Штольман старался не двигаться, хотя рука уже немного затекла. Перед тем, как устроиться на его плече, Анна порядочно повертелась, но теперь дыхание её было спокойным, а он никак не мог заснуть. Одеяло её давно было сброшено, в свете луны Якову были видны очертания крутых изгибов, а от ощущения прижавшейся к боку мягкой груди хотелось выть.
Вдруг губы девушки шевельнулись.
- Яков... Ты настоящий? - пробормотала она, открыв глаза и уставившись на Штольмана.
- Конечно, - шепнул он.
...
Не успев подумать, она поцеловала шершавый подбородок, но тут же ойкнула и откатилась. Он ей снился, и там они обнимались, но ведь вечером она сама просила её не трогать... Боже, как стыдно... И неважно, что это их первая брачная ночь, это же ничего не значит!
Чтобы не показывать смущение, она уставилась на мужское запястье, выглядывавшее из-под рукава нижней рубахи. Выше запястья виднелись темные волоски. Анне очень захотелось до них дотронуться. Она уже видела это запястье близко - там, в кабинете Штольмана, целую вечность тому назад, но сейчас ощущения были другими.

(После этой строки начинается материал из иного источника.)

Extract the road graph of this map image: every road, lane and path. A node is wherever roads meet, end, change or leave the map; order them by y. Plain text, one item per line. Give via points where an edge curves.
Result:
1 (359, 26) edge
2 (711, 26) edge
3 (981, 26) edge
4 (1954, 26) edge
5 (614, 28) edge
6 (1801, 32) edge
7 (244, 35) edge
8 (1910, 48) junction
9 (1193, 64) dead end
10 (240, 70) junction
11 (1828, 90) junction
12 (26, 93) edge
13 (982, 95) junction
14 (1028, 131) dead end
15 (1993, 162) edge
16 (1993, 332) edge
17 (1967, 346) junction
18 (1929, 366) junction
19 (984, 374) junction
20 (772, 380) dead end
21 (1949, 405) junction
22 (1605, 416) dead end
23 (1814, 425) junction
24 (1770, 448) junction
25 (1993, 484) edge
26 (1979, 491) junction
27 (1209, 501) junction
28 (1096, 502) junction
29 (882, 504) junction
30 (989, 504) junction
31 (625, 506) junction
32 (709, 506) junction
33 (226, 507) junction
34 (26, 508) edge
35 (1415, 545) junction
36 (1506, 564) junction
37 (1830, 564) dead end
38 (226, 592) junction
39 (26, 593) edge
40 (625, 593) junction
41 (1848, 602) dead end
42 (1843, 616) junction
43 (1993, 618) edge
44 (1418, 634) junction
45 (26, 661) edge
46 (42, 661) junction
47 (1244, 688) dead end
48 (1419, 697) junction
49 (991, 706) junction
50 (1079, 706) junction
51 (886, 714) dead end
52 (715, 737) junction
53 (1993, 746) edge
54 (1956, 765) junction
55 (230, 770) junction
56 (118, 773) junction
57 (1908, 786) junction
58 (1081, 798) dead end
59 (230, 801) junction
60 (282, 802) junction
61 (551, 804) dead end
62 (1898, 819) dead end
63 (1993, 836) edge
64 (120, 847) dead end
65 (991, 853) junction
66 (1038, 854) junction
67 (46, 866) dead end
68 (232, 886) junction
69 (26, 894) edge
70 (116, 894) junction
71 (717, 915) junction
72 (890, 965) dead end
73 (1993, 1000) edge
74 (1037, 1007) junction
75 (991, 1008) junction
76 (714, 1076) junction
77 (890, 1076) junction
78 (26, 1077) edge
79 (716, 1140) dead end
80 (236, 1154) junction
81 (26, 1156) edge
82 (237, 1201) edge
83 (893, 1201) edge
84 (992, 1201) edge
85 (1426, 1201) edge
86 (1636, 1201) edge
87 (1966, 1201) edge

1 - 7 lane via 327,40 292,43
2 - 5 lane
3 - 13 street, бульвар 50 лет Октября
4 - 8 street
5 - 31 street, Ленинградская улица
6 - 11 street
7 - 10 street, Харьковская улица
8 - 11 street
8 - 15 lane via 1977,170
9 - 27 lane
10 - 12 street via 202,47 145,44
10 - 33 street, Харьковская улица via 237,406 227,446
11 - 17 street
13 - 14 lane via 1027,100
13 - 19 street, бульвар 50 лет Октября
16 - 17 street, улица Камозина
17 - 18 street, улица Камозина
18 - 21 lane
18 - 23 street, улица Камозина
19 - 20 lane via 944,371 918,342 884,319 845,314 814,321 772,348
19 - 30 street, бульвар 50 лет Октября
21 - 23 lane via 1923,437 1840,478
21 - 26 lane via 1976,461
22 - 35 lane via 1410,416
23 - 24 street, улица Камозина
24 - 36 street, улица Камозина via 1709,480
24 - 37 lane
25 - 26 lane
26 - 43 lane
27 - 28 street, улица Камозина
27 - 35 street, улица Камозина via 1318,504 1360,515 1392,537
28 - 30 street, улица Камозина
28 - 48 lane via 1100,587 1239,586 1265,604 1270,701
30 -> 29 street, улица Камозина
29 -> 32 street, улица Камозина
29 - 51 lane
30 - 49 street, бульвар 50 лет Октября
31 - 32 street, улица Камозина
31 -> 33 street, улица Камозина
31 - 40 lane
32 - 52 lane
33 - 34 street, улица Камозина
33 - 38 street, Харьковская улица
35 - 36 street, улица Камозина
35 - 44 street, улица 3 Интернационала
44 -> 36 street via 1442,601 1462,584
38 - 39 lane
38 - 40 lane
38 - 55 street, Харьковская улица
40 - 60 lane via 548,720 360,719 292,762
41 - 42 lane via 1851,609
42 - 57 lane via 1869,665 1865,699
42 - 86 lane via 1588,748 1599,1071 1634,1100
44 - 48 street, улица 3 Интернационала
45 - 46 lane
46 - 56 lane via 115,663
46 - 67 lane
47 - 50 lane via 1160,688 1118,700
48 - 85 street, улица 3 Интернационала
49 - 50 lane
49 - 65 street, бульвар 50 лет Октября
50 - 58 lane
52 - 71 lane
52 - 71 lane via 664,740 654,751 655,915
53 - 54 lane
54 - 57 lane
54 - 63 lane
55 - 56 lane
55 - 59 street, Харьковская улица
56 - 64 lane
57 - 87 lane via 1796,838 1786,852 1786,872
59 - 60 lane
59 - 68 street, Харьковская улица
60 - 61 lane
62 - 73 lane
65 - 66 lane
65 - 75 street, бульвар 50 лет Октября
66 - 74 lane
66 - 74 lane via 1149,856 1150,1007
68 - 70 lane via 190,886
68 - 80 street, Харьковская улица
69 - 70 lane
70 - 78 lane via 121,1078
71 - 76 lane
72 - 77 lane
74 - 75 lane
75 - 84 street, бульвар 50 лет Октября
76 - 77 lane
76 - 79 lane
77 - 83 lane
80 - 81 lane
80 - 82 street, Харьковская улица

Яков приподнялся на локте. В полутьме спальни глаза мужа казались черными. Рука его коснулась лица Анны, и она забыла о дыхании. Он провел большим пальцем по её щеке, а затем склонился и приник к губам. Это было невозможно, невероятно, восхитительно. Этот поцелуй снился ей давным-давно, но сейчас он был реальным. Прикрыв глаза, она отвечала так, будто губы его сулили единственный глоток воды в окружавшей пустыне, единственное касание среди безлюдья, единственное спасение.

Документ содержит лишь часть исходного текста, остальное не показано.